Humongous mean loss value problem during evaluation
gabes21 opened this issue · 2 comments
Hello @mathieuorhan, I managed to use your code to train my model but during training I noticed a very huge mean loss value in every evaluation result. What could be causing that and do you have any idea on how to solve this issue? When i use that model to make prediction, it predict the same label for every points. I use xyz and rgb where the rgb value is initially 16 bit integer but I already converted it to 0-255 range.
---- EPOCH 190 EVALUATION ----
Progress: [----------] 0.0% checkinglossval
2.7039943e+20
Progress: [#####-----] 50.0% checkinglossval
2.4945753e+20
Progress: [##########] 100% Done...
mean loss: 259928480659827326976.000000
hulahulahulahoop
49152.0
Overall accuracy : 0.309652
Average IoU : 0.077413
IoU of rumput : 0.000000
IoU of segment : 0.000000
IoU of atap : 0.309652
hulahulahulahoop
49152.0
Model saved in file: logs/semantic/model.ckpt
**** EPOCH 191 ****
2023-04-03 05:09:51.769989
Progress: [##########] 100% Done...
mean loss: 0.046747
hulahulahulahoop
172032.0
Overall accuracy : 0.994327
Average IoU : 0.741325
IoU of rumput : 0.991025
IoU of segment : 0.982337
IoU of atap : 0.991939
**** EPOCH 192 ****
2023-04-03 05:09:53.309120
Progress: [##########] 100% Done...
mean loss: 0.043574
hulahulahulahoop
172032.0
Overall accuracy : 0.994629
Average IoU : 0.742074
IoU of rumput : 0.992080
IoU of segment : 0.985111
IoU of atap : 0.991106
**** EPOCH 193 ****
2023-04-03 05:09:54.814600
Progress: [##########] 100% Done...
mean loss: 0.048196
hulahulahulahoop
172032.0
Overall accuracy : 0.993937
Average IoU : 0.740546
IoU of rumput : 0.990235
IoU of segment : 0.979310
IoU of atap : 0.992638
**** EPOCH 194 ****
2023-04-03 05:09:56.928389
Progress: [##########] 100% Done...
mean loss: 0.028117
hulahulahulahoop
172032.0
Overall accuracy : 0.996692
Average IoU : 0.745103
IoU of rumput : 0.994958
IoU of segment : 0.990916
IoU of atap : 0.994536
**** EPOCH 195 ****
2023-04-03 05:09:59.347019
Progress: [##########] 100% Done...
mean loss: 0.029439
hulahulahulahoop
172032.0
Overall accuracy : 0.996966
Average IoU : 0.745522
IoU of rumput : 0.997603
IoU of segment : 0.991430
IoU of atap : 0.993053
2023-04-03 05:10:01.641992
---- EPOCH 195 EVALUATION ----
Progress: [----------] 0.0% checkinglossval
2.5435268e+20
Progress: [#####-----] 50.0% checkinglossval
2.634496e+20
Progress: [##########] 100% Done...
mean loss: 258901140975298543616.000000
hulahulahulahoop
49152.0
Overall accuracy : 0.345317
Average IoU : 0.086329
IoU of rumput : 0.000000
IoU of segment : 0.000000
IoU of atap : 0.345317
hulahulahulahoop
49152.0
Hello @mathieuorhan, am i supposed to use an activation function at the end of the last layer of net in get_model function or leave the activation function as None?

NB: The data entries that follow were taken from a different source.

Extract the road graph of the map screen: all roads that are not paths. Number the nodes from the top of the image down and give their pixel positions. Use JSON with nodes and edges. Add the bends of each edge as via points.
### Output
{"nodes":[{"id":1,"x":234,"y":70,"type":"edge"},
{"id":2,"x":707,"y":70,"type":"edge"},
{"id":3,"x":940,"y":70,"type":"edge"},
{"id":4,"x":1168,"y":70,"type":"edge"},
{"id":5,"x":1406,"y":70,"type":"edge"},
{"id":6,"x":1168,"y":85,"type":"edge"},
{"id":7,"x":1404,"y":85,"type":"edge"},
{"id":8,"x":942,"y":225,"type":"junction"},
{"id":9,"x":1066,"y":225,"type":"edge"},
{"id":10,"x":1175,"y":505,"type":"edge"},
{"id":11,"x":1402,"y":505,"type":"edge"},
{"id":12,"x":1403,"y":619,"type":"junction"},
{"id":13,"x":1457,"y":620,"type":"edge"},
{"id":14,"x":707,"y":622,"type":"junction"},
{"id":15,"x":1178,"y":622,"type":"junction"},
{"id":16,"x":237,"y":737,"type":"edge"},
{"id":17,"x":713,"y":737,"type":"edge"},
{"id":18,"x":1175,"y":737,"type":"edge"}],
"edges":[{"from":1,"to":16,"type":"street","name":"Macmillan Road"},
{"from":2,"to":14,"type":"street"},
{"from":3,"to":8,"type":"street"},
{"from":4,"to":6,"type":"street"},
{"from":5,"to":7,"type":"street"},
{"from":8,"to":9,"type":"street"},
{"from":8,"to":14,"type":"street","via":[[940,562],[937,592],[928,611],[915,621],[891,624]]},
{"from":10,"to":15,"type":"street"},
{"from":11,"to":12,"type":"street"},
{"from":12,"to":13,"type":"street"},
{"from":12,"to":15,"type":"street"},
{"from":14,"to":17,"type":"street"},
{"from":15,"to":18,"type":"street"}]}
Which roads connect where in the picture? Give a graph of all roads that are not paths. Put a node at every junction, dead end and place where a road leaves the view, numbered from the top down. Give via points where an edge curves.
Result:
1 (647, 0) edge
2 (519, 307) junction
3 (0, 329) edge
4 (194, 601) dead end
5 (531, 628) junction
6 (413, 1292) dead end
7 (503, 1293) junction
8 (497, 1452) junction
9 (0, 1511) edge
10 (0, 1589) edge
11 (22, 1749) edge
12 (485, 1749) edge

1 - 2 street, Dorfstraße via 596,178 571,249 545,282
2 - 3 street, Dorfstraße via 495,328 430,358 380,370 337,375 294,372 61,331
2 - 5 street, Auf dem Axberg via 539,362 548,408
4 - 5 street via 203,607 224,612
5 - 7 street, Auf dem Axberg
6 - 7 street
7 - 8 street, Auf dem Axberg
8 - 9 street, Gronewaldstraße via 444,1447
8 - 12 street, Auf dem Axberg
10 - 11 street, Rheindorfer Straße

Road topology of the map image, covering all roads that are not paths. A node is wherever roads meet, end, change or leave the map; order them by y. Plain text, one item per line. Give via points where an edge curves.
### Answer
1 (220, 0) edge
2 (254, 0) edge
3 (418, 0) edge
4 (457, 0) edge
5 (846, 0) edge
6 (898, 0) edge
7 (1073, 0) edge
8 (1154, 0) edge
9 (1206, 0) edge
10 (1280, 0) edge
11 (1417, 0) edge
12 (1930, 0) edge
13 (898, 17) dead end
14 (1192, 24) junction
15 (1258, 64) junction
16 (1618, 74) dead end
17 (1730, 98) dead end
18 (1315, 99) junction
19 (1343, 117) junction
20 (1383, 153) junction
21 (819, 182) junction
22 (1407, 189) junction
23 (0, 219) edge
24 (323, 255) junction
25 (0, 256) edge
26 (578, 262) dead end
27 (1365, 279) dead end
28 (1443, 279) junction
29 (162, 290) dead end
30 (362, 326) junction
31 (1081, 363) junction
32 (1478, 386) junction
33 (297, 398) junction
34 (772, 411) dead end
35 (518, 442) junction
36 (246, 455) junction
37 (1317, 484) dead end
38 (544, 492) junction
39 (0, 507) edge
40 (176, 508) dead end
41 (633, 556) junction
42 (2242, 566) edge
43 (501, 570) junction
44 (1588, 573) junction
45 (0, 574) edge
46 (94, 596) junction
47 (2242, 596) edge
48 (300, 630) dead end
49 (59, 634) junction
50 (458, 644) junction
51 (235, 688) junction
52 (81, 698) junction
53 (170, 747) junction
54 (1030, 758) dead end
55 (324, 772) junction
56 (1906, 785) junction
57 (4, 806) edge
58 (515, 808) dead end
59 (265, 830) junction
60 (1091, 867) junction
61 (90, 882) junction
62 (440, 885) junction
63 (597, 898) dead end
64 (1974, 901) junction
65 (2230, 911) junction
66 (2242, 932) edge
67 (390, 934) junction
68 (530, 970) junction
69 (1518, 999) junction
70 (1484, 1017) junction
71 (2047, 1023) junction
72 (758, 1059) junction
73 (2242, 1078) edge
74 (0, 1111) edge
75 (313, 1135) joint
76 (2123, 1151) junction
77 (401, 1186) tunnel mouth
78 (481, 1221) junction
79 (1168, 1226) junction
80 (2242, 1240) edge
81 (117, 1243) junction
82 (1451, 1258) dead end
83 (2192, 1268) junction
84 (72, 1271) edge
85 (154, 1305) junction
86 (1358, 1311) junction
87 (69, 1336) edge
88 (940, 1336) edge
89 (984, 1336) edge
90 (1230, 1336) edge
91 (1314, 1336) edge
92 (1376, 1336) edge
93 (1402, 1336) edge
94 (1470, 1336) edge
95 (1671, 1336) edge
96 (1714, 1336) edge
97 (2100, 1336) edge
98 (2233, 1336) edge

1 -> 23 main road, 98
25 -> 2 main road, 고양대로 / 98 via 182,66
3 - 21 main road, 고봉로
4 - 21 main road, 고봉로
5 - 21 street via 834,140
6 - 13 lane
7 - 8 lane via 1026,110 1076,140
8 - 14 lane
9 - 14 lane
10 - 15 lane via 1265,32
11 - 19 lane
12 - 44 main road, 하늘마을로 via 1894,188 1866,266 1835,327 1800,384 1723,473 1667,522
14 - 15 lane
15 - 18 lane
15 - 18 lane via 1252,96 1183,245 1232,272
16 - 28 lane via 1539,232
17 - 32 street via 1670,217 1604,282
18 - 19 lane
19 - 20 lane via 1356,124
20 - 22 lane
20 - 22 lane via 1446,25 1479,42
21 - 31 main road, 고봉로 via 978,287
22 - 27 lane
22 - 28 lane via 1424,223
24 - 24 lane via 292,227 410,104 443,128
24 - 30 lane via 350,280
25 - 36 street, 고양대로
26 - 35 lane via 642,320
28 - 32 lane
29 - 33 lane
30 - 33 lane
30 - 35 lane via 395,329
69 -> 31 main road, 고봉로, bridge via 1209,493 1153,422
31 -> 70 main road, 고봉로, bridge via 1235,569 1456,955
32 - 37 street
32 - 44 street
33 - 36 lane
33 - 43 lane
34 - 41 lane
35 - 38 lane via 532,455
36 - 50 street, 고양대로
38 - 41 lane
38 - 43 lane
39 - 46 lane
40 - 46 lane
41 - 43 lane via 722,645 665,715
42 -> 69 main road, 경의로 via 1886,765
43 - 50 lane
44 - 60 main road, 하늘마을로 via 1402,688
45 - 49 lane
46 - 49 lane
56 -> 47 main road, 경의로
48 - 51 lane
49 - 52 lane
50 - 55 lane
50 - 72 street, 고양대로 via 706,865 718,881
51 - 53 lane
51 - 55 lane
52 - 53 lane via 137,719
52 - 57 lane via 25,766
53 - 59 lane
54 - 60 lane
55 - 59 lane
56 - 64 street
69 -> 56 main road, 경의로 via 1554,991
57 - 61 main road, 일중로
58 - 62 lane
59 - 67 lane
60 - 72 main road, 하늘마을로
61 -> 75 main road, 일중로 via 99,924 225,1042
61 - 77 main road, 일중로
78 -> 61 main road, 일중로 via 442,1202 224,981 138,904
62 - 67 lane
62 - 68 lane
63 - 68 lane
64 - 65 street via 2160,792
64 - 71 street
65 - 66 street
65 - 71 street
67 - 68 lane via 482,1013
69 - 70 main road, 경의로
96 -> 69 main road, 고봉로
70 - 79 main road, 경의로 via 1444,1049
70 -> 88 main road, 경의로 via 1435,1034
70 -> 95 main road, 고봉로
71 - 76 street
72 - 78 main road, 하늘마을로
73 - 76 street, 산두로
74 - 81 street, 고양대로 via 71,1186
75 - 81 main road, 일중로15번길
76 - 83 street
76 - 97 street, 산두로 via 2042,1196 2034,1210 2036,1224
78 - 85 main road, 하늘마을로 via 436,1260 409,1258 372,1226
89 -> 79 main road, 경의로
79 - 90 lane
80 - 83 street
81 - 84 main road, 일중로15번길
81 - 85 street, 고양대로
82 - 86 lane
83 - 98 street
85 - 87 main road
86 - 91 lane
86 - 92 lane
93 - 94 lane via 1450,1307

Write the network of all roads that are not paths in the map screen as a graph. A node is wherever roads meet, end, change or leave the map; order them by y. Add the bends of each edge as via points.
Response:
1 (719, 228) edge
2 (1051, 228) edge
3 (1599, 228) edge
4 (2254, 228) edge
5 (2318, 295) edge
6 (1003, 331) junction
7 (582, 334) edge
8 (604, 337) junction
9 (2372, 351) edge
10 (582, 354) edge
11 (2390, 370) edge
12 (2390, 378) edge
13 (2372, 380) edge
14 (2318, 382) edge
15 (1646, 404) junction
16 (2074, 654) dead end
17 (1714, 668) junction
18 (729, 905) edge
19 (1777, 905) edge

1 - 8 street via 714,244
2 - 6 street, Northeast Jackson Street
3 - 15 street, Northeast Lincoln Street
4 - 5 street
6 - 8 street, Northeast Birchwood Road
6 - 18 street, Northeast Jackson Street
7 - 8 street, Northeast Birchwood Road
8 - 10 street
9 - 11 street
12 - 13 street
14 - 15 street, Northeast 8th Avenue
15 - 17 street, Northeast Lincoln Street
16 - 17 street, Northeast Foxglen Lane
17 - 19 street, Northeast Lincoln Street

My mean loss value become normal now. The problem is caused by the contrib code that i initially modified in tf_util.py. After changing this :
initializer = tf.contrib.layers.xavier_initializer() return tf.contrib.layers.batch_norm(inputs, center=True, scale=True, is_training=is_training, decay=bn_decay,updates_collections=None, scope=scope, data_format=data_format)
into this:
initializer = tf.keras.initializers.glorot_uniform() return tf.layers.batch_normalization(inputs, center=True, scale=True, training=is_training, momentum=bn_decay)
My mean loss result stop reaching millions.